When holding your ground, know to expect emotionalism and testing from your teen, but remember not to get sucked in – remain calm – do not allow the emotionalism – the crying and gnashing of teeth, or the anger and name calling – to get to you.   By remaining calm it helps the teen to calm down.  By getting sucked in and replicating the behavior with your equally highly charged words and actions, the situation escalates, often out of control.  Now you have a volatile situation on your hands that can go nowhere good.  One side says or does something regrettable, and the side could be you, and now yet another battle rages.  And deep down the teen is scared because when the adult ‘loses’ it, no one is in control.  “Is mom going to remain in control and stay calm even when I’m feeling out of control, or is she going to get all upset?”  He needs you to maintain control since he knows that he can’t.

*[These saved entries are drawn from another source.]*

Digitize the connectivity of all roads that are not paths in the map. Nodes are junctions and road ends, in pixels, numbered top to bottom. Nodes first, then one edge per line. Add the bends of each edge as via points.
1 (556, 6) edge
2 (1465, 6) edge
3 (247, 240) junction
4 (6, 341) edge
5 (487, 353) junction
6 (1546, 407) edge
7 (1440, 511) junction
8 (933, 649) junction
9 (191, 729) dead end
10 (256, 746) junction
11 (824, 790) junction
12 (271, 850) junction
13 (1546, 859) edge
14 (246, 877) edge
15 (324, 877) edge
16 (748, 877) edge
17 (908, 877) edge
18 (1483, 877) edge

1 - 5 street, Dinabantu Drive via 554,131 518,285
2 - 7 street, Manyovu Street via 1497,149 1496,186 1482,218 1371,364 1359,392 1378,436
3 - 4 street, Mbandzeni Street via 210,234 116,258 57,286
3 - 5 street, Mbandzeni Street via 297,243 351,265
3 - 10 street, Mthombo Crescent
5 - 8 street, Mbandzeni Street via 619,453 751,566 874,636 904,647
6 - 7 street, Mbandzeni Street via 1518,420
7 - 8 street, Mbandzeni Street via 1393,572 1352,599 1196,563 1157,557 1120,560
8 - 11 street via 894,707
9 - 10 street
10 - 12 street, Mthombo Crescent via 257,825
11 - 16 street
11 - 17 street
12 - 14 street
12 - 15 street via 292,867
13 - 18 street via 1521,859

COMMUNICATION TAKEAWAY:  Instead of getting sucked in, remain calm while you continue to take charge and enforce boundaries.  Remember that there is no punishment that will make the teenager not feel rebellious angry – rebellion is just the natural response to being punished.   Teens are desperate for freedom, and punishment limits some facet of that freedom.  Of course they rail against the limitation.  It’s perfectly okay for kids to be angry with us – the parenting job is not to produce happy teens, but to produce well-adjusted responsible future adults.  And that is a process that is painful at times, requiring consistent diligence to do the job well.  Are you up for the challenge?  Hopefully you are because your teen is really counting on you to be.

Who In The World Am I?

Who am IWhen I was merely 23, I had been married for 4 years, had a professional job, a newborn baby, owned a house, 2 cars, 2 dogs and 1 cat.  Certainly way too much responsibility for two still adolescents (my hubby was the same tender age), but back then who knew?  And the big question my still developing adolescent brain was wondering was, “Who am I?  What am I supposed to be doing in this world? Why am I here?”  Yes, I was playing house, playing mom, playing grown-up – all with decidedly real ‘toys’ – yet I continuously wondered who I really was. (And would I be discovered as a fake?)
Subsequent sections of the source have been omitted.